Zack Snyder has come a long way since his full-length debut in 2004, good or bad Dawn of the Dead, an exciting remake of the classic by George A. Romero. in the Army of the DeadSnyder returns to his roots with an explosive, action-packed, and bloody goodbye that largely lives up to expectations.
Although burdened by an unnecessarily long running time of two and a half hours, Army of the Dead is a lot of fun for all of the reasons zombie movies make. The plot is simple: a group of mercenaries are hired to break into a quarantined Las Vegas and extract $ 200 million from a casino vault before the US government drops a nuclear weapon on the city to kill the thousands of zombies kill those trapped in it.
The catch: not all zombies are pointless carnivores.
Though Snyder tends to be a director who loves or hates him, he’s a filmmaker who knows how to get action and do it well – and arguably best at straightforward and R-rated genre fare. The Dawn of the Dead Remake is one of the best zombie films ever made Army of the Dead doesn’t quite offer the same sleek, reckless, and humorous storytelling that made this so effective that it still has a lot going for it.
The sympathetic Dave Bautista makes headlines about the largely nameless cast and serves as a charming, zombie-killing protagonist. Despite the lower star power, the rest of the cast is very effective and makes for a worthwhile ensemble. Tig Notaro, who was added in post-production to replace the nefarious Chris D’Elia, is an outstanding player, while Matthias Schweighöfer is more than amusing.

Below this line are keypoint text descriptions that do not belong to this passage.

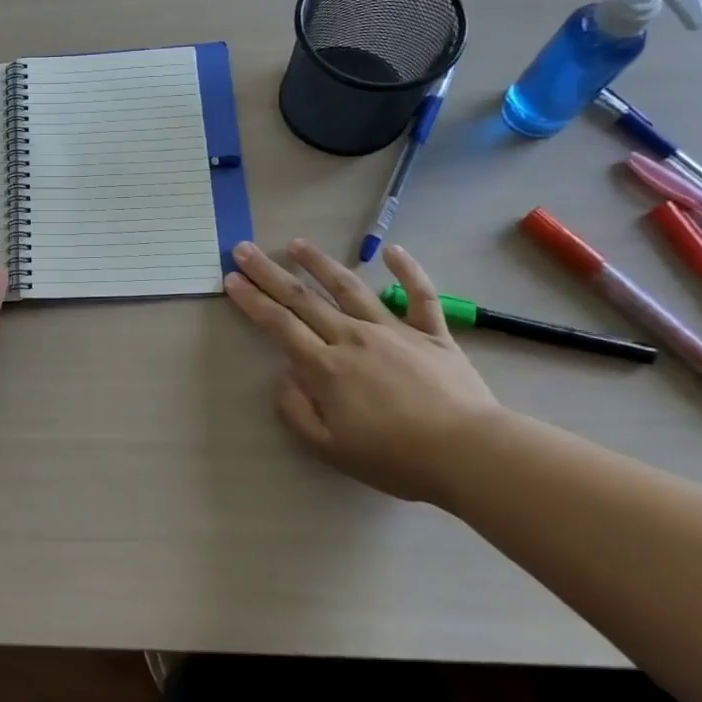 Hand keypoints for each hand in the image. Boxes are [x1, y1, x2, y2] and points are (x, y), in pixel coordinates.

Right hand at [224, 238, 506, 503]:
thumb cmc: (395, 458)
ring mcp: (393, 330)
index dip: (252, 300)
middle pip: (302, 298)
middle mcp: (352, 337)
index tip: (231, 279)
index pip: (278, 325)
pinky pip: (419, 295)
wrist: (470, 454)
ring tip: (295, 243)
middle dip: (268, 272)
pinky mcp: (431, 333)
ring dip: (318, 263)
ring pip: (348, 287)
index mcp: (325, 366)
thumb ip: (297, 411)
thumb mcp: (330, 449)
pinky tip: (393, 250)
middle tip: (244, 248)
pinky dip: (408, 270)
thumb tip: (282, 377) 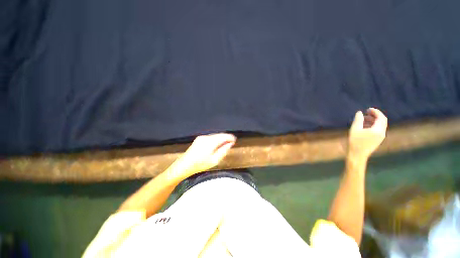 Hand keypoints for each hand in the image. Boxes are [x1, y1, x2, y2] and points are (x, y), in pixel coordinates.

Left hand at [177, 133, 236, 174]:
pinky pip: (210, 137)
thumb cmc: (200, 164)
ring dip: (221, 138)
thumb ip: (223, 151)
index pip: (224, 136)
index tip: (234, 141)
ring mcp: (202, 137)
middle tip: (231, 143)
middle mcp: (206, 137)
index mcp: (211, 142)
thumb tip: (230, 144)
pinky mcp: (199, 139)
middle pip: (219, 135)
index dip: (230, 137)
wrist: (184, 165)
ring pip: (215, 136)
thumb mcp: (214, 160)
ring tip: (225, 144)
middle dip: (226, 138)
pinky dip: (215, 139)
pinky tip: (217, 144)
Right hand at [348, 108, 386, 158]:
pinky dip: (373, 125)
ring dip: (373, 120)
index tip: (368, 109)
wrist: (357, 154)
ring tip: (363, 119)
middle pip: (382, 121)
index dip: (375, 112)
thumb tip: (359, 112)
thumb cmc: (355, 141)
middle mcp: (382, 133)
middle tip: (366, 112)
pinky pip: (378, 130)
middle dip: (375, 115)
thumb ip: (358, 120)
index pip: (381, 118)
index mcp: (378, 130)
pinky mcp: (377, 140)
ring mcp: (380, 137)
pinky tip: (364, 126)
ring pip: (380, 126)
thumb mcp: (355, 129) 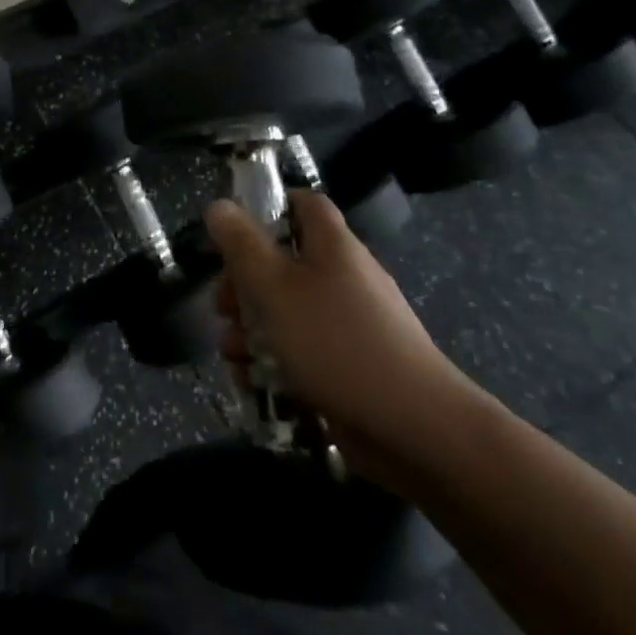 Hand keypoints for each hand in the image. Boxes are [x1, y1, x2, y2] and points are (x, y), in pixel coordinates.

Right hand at [210, 189, 481, 489]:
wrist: (416, 430)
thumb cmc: (337, 343)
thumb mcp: (275, 287)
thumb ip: (242, 245)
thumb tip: (218, 205)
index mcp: (333, 247)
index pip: (304, 204)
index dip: (268, 207)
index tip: (232, 231)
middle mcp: (344, 278)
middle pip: (284, 263)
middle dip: (243, 284)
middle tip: (222, 307)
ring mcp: (350, 325)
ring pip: (287, 311)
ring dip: (251, 328)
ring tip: (231, 353)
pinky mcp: (350, 367)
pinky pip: (303, 352)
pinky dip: (274, 362)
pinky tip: (252, 382) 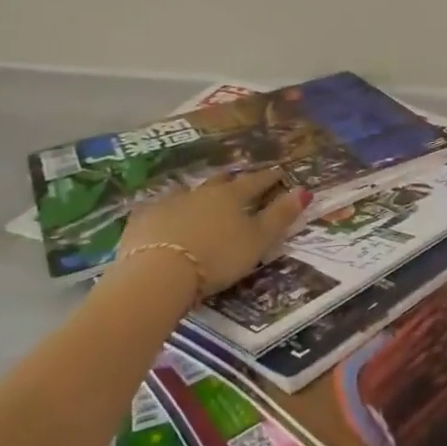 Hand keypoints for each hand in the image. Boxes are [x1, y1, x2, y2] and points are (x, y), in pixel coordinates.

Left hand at [109, 169, 309, 295]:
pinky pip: (158, 211)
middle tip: (237, 179)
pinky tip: (164, 219)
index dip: (268, 178)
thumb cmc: (217, 258)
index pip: (255, 182)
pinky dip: (166, 213)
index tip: (278, 172)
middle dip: (231, 180)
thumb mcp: (257, 241)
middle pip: (220, 183)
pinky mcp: (143, 221)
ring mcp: (169, 204)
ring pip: (188, 194)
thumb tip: (304, 190)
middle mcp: (201, 193)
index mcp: (232, 197)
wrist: (158, 273)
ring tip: (202, 200)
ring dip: (198, 196)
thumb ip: (280, 216) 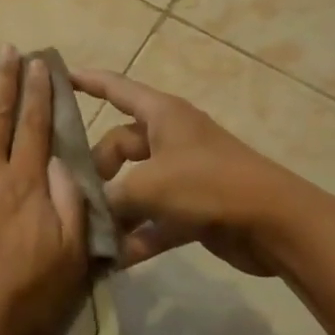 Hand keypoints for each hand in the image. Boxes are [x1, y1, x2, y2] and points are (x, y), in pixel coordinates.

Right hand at [72, 69, 284, 275]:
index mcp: (161, 115)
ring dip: (117, 208)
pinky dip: (139, 235)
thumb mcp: (149, 186)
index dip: (88, 81)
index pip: (116, 88)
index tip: (59, 76)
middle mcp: (170, 138)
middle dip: (98, 168)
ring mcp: (183, 174)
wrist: (274, 223)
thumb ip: (111, 198)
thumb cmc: (208, 184)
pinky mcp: (194, 208)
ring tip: (89, 230)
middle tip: (77, 193)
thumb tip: (86, 210)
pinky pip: (156, 218)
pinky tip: (118, 258)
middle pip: (120, 144)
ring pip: (136, 185) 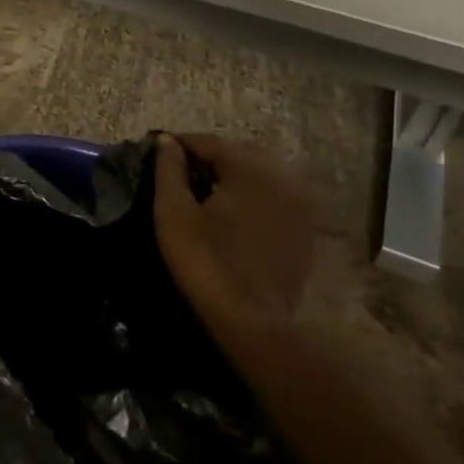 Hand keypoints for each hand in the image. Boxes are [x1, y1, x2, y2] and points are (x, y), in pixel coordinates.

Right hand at [153, 133, 321, 329]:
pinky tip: (234, 215)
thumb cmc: (207, 262)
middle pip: (239, 153)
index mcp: (250, 167)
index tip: (158, 149)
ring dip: (234, 176)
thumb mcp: (174, 214)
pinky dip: (254, 197)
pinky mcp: (305, 229)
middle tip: (181, 171)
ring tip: (206, 191)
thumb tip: (167, 141)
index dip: (182, 144)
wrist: (253, 322)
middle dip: (210, 157)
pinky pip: (276, 198)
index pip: (210, 142)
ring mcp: (300, 204)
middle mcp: (282, 176)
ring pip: (261, 174)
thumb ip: (169, 170) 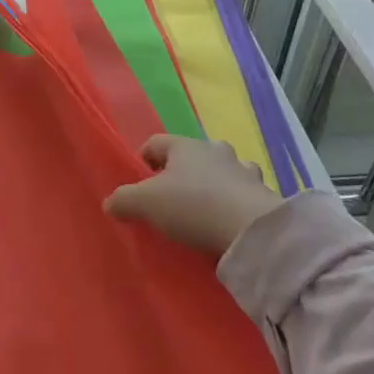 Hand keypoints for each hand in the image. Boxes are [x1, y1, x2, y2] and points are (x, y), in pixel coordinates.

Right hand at [105, 135, 282, 254]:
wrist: (252, 229)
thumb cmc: (193, 206)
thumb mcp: (146, 204)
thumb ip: (123, 200)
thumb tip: (110, 203)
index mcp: (184, 145)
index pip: (155, 143)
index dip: (143, 162)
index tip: (139, 187)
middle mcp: (214, 149)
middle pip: (190, 155)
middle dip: (180, 173)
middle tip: (171, 200)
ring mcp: (242, 169)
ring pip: (221, 171)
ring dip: (212, 185)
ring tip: (203, 211)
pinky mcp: (263, 193)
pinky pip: (242, 192)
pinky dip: (234, 202)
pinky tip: (227, 222) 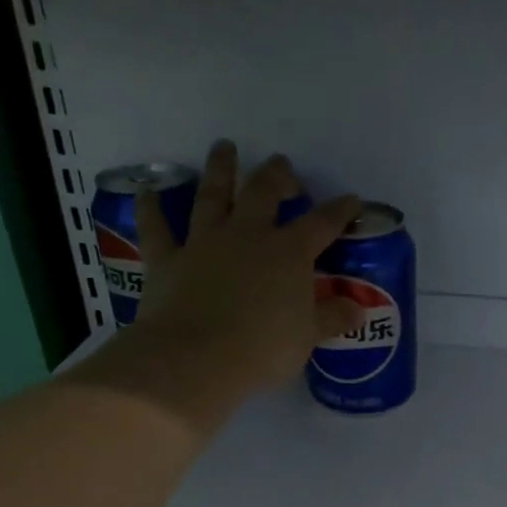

More important, Army of the Dead has several well-staged zombie action sequences and a healthy dose of over-the-top gore. While Snyder doesn’t take full advantage of its Vegas setting – aside from a darkly hilarious opening sequence, the film is largely humorless – it more than makes up for it with a lot of blood and brain spattering violence.
Sure, the film could and should have been 30 minutes shorter, but Army of the Dead is a brutal, bloody and well-made zombie action film.
Rating by Erik Samdahl, unless otherwise stated.